Among the records below, which lines contain the string "Right"? Report them.

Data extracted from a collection

■ ■ ■ ■ ■ ■ ■

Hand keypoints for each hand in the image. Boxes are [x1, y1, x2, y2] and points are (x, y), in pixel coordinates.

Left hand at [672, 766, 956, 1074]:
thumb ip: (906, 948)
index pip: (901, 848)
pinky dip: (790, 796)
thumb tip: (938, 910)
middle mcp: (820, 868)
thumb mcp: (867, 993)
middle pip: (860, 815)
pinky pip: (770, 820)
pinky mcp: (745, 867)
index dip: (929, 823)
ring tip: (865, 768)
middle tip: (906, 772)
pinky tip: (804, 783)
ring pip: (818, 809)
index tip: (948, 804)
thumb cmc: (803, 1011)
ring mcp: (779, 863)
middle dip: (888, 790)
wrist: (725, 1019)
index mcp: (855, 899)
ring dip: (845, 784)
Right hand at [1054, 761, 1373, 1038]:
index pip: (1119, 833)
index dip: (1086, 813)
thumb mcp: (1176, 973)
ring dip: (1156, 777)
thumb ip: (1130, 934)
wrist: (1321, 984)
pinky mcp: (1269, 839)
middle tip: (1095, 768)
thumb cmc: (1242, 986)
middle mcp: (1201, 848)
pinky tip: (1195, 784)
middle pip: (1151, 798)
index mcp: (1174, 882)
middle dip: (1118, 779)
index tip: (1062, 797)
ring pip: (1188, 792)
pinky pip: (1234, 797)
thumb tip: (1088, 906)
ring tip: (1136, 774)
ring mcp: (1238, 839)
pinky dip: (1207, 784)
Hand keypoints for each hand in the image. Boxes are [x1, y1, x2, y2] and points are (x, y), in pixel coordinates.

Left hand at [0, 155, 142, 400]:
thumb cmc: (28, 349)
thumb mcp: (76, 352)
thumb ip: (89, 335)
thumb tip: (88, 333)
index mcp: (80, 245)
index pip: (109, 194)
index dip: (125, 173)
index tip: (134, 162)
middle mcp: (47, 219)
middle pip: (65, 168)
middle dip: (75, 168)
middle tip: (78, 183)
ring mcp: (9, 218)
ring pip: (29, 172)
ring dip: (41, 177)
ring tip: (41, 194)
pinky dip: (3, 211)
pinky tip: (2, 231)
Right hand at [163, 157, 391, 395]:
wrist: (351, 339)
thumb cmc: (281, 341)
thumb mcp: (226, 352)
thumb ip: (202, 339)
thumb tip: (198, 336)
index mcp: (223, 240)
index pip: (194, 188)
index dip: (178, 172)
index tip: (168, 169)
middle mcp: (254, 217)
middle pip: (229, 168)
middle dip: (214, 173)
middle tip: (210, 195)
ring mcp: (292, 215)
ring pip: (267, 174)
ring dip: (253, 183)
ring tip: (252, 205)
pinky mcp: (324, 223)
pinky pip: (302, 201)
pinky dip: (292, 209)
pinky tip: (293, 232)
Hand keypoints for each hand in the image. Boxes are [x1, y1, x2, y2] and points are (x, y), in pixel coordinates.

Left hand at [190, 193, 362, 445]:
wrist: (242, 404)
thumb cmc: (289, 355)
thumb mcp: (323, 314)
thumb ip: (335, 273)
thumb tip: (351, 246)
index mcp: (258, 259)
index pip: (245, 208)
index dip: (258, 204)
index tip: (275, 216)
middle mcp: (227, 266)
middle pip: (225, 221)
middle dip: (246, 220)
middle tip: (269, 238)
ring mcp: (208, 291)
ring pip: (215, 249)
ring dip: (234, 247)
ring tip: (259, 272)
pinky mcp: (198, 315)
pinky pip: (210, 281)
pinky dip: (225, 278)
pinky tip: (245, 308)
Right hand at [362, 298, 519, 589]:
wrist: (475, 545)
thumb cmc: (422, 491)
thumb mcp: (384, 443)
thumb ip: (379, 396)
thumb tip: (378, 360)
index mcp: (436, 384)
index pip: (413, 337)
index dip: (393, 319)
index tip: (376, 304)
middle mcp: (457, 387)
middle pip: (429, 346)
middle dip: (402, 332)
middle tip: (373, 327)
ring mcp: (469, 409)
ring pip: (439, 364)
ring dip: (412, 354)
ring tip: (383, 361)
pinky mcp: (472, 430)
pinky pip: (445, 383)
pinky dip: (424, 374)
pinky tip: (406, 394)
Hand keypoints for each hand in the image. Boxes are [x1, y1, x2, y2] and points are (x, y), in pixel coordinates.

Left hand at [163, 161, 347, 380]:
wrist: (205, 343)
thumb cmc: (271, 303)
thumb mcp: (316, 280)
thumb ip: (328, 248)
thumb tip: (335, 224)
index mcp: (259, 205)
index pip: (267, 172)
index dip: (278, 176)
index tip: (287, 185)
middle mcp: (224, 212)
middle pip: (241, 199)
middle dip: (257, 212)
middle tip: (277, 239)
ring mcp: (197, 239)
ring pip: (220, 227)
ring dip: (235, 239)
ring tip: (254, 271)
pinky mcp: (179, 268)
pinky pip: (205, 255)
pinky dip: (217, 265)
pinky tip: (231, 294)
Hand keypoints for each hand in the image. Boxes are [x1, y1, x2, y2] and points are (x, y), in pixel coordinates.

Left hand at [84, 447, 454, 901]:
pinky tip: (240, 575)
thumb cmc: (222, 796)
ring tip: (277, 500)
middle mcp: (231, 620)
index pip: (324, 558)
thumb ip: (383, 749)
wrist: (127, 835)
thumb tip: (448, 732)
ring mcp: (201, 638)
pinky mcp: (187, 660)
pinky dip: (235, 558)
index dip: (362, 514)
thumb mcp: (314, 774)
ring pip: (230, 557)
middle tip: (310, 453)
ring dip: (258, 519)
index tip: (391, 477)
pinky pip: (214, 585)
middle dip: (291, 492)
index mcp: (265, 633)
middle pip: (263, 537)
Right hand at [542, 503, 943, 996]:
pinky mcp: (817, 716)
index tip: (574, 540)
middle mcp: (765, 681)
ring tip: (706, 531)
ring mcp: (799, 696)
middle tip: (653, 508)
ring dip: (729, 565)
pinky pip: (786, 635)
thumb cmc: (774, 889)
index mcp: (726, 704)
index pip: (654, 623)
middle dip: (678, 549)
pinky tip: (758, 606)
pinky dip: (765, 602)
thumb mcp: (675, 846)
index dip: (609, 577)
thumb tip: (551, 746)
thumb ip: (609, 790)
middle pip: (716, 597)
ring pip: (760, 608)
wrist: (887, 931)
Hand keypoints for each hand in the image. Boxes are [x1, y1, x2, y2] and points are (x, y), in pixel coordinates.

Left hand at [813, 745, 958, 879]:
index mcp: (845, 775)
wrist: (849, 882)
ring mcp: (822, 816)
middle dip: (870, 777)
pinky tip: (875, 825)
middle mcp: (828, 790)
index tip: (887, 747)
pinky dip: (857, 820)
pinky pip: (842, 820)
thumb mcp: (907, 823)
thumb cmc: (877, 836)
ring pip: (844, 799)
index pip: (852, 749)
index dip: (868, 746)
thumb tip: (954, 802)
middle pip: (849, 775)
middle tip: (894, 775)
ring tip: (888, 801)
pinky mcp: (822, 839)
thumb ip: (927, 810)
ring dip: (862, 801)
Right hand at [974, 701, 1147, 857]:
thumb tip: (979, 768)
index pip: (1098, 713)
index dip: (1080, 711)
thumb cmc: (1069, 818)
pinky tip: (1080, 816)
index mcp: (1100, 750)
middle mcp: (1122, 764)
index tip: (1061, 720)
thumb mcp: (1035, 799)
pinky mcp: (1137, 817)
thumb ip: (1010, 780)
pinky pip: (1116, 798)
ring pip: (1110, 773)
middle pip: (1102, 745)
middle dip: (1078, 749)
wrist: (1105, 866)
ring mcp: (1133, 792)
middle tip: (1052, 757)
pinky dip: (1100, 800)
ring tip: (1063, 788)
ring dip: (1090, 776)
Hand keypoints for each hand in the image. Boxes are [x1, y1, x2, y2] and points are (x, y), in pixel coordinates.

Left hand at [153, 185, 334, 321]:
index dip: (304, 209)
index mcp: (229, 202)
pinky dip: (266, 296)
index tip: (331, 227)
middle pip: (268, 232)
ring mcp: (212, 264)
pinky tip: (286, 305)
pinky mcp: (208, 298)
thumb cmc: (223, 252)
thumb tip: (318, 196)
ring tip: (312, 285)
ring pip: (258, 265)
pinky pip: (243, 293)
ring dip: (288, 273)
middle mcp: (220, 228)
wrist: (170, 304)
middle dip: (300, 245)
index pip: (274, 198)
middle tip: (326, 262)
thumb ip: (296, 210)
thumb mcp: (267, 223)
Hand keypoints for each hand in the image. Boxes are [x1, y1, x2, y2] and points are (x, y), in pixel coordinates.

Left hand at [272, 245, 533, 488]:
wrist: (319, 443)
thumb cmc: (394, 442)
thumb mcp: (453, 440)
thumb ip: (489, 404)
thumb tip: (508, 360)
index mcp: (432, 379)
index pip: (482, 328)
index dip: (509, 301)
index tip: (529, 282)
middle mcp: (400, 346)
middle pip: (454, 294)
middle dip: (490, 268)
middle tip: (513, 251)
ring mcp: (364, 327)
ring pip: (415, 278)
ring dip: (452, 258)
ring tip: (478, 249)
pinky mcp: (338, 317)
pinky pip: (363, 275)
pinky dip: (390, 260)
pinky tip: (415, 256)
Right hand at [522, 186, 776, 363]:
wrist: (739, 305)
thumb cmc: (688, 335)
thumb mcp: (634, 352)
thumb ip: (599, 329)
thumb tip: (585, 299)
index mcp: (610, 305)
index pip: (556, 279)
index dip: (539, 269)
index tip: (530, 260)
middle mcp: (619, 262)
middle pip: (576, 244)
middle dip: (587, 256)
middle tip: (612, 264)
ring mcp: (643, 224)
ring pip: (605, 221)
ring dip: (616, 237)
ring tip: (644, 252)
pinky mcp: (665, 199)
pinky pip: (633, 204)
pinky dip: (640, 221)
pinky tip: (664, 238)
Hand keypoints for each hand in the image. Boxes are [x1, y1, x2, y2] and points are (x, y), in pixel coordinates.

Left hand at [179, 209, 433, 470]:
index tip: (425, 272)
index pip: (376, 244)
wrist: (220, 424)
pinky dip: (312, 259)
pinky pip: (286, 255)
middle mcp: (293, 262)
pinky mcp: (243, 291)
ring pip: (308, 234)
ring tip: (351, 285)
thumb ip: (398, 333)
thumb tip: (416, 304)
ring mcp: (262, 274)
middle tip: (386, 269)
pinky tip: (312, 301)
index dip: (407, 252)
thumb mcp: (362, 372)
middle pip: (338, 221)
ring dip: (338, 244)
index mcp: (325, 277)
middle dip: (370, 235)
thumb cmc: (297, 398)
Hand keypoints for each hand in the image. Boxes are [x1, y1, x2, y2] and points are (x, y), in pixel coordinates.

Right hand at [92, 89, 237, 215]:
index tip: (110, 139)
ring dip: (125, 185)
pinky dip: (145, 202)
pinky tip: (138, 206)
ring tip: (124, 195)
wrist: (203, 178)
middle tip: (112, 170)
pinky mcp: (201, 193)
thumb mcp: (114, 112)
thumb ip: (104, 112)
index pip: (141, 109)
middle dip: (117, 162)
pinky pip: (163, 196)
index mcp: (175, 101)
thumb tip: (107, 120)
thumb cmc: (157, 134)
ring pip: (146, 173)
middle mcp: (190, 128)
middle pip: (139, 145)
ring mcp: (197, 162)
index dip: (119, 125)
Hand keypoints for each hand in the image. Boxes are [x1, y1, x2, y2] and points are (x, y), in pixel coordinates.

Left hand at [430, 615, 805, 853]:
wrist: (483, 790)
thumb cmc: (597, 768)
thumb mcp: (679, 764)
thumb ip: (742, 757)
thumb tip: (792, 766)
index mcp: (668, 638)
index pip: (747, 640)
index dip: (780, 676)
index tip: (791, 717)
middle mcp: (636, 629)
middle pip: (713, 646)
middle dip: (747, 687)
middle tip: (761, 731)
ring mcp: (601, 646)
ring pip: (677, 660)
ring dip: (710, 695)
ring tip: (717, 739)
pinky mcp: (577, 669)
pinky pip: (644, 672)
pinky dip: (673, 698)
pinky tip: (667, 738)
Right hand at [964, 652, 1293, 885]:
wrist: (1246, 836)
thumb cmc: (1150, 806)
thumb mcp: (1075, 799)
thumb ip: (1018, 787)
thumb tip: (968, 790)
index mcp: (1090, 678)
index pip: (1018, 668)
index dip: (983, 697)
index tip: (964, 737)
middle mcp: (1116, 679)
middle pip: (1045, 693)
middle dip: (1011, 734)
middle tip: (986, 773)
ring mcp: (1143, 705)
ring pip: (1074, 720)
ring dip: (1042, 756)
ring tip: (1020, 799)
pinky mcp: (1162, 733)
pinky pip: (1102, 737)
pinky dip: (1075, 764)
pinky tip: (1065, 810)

■ ■ ■ ■ ■ ■ ■

**Answer box**
Right hand at [1054, 761, 1373, 1038]:
Right hand at [163, 157, 391, 395]:
Right hand at [362, 298, 519, 589]:
Right hand at [542, 503, 943, 996]:
Right hand at [974, 701, 1147, 857]:
Right hand at [522, 186, 776, 363]:
Right hand at [92, 89, 237, 215]:
Right hand at [964, 652, 1293, 885]:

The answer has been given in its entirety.